Party Queen is the thirteenth full-length studio album by Japanese singer-songwriter Ayumi Hamasaki. The album was released digitally on March 14, 2012 and physically on March 21, 2012 through Avex Trax. Primarily a pop album, Party Queen is made up mostly of dance songs and ballads. As with all of Hamasaki's albums, she wrote all of the lyrics. Composition was handled by a team of composers, as with many of her albums. Party Queen featured music videos and songs recorded in London and was her second album to do so.

Party Queen became Hamasaki's first album to feature no physical singles; however, "How Beautiful You Are" was released digitally as the album's lead single. As it lacked a physical release, "How Beautiful You Are" was ineligible to chart on the Oricon singles chart, but it did chart at number fifty-two on Billboard's Japan Hot 100, and number three on the RIAJ Digital Track Chart. The song was certified Gold by the Recording Industry Association of Japan for digital sales exceeding 100,000.
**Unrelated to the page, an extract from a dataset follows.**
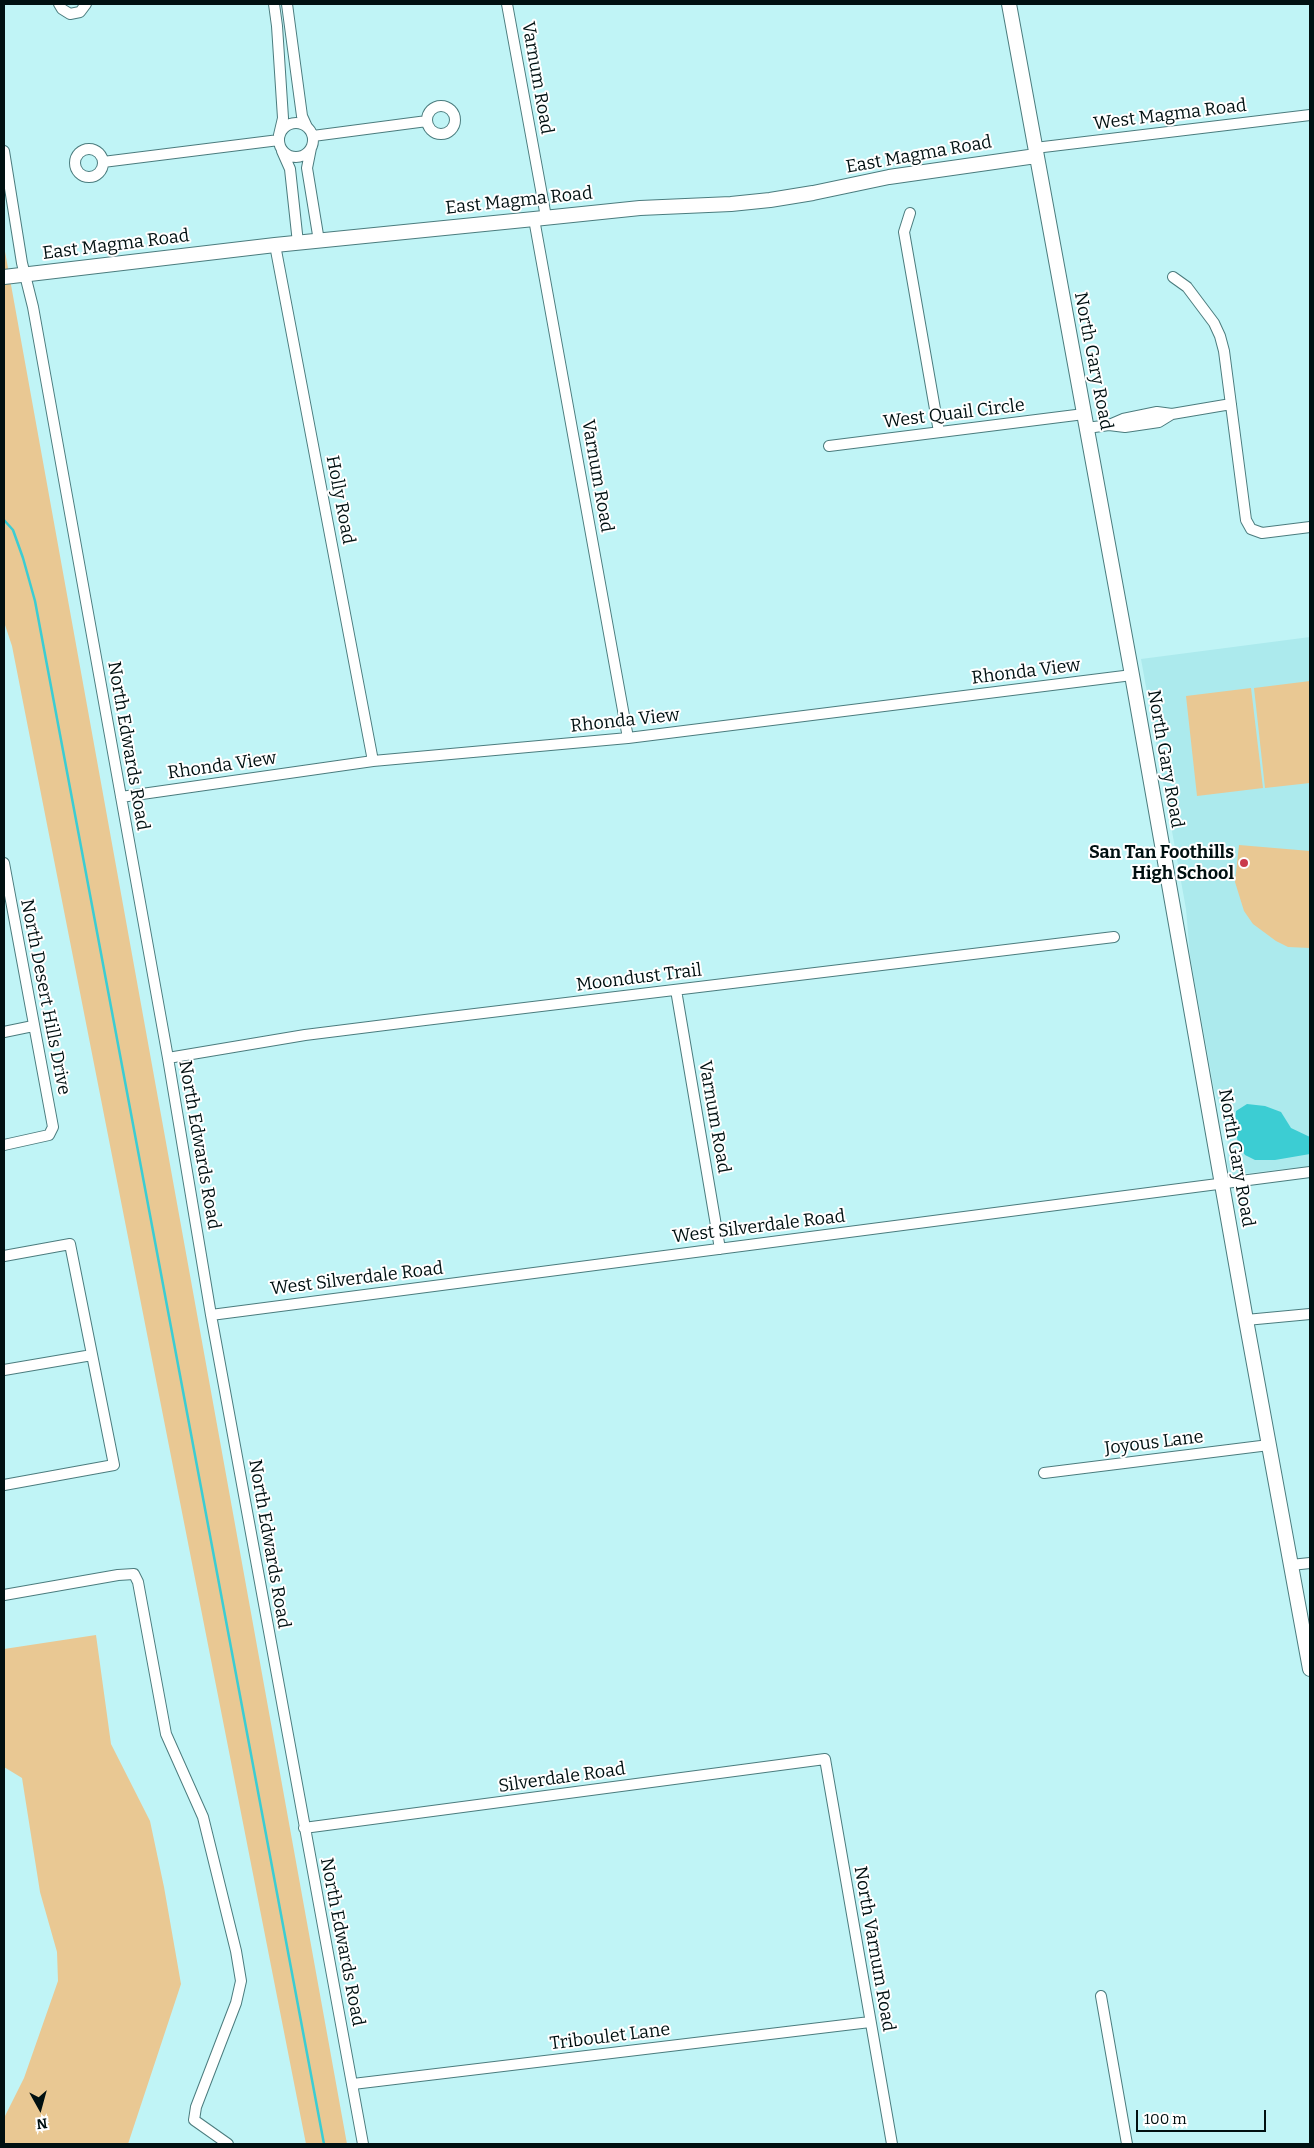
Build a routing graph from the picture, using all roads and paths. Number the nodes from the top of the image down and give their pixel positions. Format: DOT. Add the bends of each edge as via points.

Party Queen received mixed reviews from music critics. Commercially, the album became her second to miss the Oricon's top position, debuting at number two in Japan with first-week sales of 97,691 copies, the lowest of her career at that time. It sold around 150,000 copies in Japan by the end of its chart run and received Gold certification.

Release
Party Queen was released in 5 different formats: CD only version; CD+DVD version; CD+2DVD version with the second DVD being Ayumi Hamasaki Countdown Live 2011-2012: Hotel Love Songs; a special limited box set containing CD+4DVD with Ayumi Hamasaki Countdown Live 2011-2012: Hotel Love Songs, Ayumi Hamasaki Power of Music 2011 A: Limited Edition, 2 half-pint glasses and 2 cork coasters; another similar special box set containing CD+2DVD+Blu-ray, Blu-ray being Ayumi Hamasaki Power of Music 2011 A: Limited Edition.

Only 2 songs had commercial endorsements prior to the album release: "Party Queen" was used as commercial song for Peach John and "How Beautiful You Are" was the theme song for drama show "Saigokara Nibanme no Koi". And the promotional music video for the single notably featured an appearance by late gay pornographic actor Koh Masaki and his boyfriend.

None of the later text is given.